A rock is tossed straight up from ground level with a speed of 20 m/s. When it returns, it falls into a hole 10 m deep.
a. What is the rock’s velocity as it hits the bottom of the hole?
b. How long is the rock in the air, from the instant it is released until it hits the bottom of the hole?

The rock is tossed straight up to the ground with the initial velocity $v_i=20m/s$
The final velocity before it starts returning to the ground,$v_f=0$$v_f=0$
The acceleration due to gravity is $g=10m/s^2$

Using the equation of motion

$$\begin{gathered} {v_f}^2-{v_i}^2=2aS \\ 0-{\left(20\right)}^2=2(-10)S \\ S=\frac{400}{-20}=20m \end{gathered}$$
The distance traveled by the rock before it starts returning back to the ground is 20m

The time taken to travel this distance,

$$\begin{gathered} v_f=v_i+at \\ 0=20-10t \\ t=2sec \end{gathered}$$

Thus, the time taken by a rock to reach maximum height is 2 sec.

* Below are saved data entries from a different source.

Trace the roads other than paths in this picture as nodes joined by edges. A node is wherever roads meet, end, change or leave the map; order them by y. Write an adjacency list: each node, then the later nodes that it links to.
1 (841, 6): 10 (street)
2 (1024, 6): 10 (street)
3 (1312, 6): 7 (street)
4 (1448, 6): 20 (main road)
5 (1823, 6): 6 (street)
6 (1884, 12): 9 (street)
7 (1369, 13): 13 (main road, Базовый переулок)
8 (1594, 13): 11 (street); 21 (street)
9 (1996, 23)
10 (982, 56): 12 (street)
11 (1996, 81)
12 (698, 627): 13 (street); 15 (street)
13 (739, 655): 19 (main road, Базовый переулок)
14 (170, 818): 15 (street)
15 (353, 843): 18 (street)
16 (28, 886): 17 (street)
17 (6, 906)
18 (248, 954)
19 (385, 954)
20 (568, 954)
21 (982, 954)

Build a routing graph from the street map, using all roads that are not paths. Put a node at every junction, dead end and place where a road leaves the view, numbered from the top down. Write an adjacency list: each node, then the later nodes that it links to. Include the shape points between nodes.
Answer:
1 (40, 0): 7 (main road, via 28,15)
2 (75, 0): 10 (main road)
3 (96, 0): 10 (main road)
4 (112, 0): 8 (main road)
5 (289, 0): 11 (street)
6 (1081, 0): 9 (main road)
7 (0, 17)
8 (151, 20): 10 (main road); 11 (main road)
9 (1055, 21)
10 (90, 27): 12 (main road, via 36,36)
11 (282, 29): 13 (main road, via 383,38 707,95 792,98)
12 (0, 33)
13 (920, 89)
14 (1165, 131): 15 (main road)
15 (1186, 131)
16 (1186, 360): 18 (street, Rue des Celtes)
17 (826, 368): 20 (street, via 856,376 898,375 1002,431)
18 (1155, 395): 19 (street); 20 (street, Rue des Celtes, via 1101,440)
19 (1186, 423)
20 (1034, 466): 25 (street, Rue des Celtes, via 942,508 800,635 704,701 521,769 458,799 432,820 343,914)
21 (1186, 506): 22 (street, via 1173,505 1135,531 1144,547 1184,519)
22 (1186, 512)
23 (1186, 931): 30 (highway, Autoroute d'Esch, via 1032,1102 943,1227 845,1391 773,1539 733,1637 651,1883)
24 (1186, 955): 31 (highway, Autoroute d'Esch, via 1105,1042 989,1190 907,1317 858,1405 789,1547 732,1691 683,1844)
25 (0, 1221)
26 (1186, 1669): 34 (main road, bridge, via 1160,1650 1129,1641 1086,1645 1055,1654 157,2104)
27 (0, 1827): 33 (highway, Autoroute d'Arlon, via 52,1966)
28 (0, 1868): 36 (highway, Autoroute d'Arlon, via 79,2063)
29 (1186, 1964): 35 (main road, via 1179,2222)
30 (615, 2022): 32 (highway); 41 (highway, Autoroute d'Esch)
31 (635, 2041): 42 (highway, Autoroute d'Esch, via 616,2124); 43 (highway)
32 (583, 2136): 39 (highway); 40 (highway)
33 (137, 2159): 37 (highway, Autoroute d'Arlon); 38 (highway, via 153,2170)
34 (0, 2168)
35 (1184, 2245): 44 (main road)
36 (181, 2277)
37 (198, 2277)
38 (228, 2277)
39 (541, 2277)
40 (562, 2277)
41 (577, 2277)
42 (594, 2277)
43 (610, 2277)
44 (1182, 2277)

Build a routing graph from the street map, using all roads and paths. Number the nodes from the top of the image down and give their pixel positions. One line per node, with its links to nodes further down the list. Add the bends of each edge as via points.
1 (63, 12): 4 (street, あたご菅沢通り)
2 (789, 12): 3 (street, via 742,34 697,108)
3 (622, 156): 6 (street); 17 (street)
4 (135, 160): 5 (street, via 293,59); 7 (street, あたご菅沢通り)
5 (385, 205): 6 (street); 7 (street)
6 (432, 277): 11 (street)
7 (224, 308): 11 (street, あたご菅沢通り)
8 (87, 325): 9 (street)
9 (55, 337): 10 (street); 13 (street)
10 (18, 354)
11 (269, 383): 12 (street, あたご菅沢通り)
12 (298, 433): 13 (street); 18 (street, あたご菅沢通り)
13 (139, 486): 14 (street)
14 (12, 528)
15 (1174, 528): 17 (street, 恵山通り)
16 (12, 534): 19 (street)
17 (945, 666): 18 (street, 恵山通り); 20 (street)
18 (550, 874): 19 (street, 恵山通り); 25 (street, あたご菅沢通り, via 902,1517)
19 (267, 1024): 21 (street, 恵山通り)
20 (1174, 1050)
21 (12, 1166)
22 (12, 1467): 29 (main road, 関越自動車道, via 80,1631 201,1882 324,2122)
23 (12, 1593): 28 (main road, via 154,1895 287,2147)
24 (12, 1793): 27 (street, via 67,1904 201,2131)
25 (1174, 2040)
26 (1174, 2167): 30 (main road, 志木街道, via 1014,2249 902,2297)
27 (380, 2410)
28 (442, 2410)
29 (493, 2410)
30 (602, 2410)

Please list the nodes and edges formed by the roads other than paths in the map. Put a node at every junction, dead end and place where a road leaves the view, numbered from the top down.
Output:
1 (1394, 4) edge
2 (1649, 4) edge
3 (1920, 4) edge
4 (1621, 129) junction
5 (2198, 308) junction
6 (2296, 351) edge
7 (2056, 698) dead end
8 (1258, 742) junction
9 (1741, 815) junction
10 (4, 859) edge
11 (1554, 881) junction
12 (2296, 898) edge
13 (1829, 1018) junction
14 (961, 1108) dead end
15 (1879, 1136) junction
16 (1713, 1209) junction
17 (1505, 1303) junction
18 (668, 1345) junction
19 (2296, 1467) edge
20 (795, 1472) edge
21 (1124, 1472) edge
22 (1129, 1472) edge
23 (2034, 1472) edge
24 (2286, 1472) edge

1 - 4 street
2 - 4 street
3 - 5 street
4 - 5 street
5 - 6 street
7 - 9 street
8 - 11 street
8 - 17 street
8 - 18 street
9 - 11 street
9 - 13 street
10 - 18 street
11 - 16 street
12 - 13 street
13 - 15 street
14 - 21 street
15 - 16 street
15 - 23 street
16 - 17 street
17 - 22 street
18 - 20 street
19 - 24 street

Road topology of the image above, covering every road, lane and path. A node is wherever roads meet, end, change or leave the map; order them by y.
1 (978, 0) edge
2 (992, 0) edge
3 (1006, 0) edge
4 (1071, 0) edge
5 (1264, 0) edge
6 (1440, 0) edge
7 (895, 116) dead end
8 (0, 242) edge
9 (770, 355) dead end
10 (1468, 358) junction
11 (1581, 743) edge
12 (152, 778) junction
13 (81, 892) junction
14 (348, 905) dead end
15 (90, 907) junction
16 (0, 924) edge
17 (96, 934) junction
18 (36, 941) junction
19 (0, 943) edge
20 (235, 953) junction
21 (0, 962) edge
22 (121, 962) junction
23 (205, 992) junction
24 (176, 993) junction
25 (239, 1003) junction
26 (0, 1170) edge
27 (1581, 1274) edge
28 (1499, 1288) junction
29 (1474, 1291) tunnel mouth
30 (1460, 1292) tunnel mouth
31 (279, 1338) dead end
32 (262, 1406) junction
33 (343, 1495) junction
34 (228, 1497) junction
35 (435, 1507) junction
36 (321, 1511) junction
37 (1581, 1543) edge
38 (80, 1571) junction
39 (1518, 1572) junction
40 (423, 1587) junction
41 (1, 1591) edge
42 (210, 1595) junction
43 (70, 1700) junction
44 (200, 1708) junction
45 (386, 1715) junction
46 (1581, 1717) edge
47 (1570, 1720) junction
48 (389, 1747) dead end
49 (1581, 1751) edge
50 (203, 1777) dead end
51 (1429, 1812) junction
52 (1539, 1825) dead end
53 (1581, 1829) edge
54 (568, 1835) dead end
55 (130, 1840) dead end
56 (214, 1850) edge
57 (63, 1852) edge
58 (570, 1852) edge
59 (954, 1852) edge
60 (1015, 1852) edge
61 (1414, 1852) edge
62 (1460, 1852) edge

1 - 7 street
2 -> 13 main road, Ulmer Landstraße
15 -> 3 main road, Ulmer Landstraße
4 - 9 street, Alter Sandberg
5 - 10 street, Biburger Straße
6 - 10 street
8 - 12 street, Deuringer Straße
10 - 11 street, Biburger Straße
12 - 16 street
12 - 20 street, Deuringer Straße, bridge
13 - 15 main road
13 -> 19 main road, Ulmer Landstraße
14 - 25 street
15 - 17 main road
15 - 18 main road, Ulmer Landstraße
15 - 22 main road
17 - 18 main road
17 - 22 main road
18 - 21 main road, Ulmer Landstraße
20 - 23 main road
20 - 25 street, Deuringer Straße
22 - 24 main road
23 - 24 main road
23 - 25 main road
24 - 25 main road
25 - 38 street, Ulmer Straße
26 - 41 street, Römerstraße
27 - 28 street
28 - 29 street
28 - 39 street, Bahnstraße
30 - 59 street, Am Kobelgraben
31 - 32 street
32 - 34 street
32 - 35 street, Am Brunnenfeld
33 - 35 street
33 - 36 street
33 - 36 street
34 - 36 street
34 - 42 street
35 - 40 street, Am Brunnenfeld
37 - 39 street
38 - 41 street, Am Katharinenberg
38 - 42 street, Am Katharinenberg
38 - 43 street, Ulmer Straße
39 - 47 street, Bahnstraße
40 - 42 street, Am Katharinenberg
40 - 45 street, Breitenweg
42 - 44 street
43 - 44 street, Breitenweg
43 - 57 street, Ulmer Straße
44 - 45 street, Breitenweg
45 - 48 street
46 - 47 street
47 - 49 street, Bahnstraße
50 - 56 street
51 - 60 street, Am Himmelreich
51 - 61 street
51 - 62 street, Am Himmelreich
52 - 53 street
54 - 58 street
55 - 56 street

Now, to determine the rock's velocity before hitting the ground, analyze the distance traveled by the rock. Since it falls in the deep hole of 10 m, therefore, the total distance traveled by rock once it starts returning towards the ground is 20m +10m = 30m

By using the equation of motion,
$$\begin{gathered} {v_f}^2-{v_i}^2=2as \\ {v_f}^2-0=2\left(10\right)\left(30\right) \\ {v}_f=\sqrt{600}=24.5m/sec \end{gathered}$$

Firstly, determine the time taken by the rock to hit the bottom of the hole from the point it starts returning back into the air.
By using the equation of motion,

$v_f=v_i+g{t}_2$
The initial velocity of rock at that point is 0 m/sec while the final velocity is determined in the previous step i.e. $v_f=24.5m/sec$
Substitute the values in the above expression,

$$\begin{gathered} 24.5=0+10t_2 \\ {t}_2=2.45sec \end{gathered}$$

The total time period the rock has taken to stay in the air;

$$\begin{gathered} t=t_1+t_2 \\ t=2+2.45=4.45sec \end{gathered}$$

Therefore, the total time taken by the rock is 4.45 sec.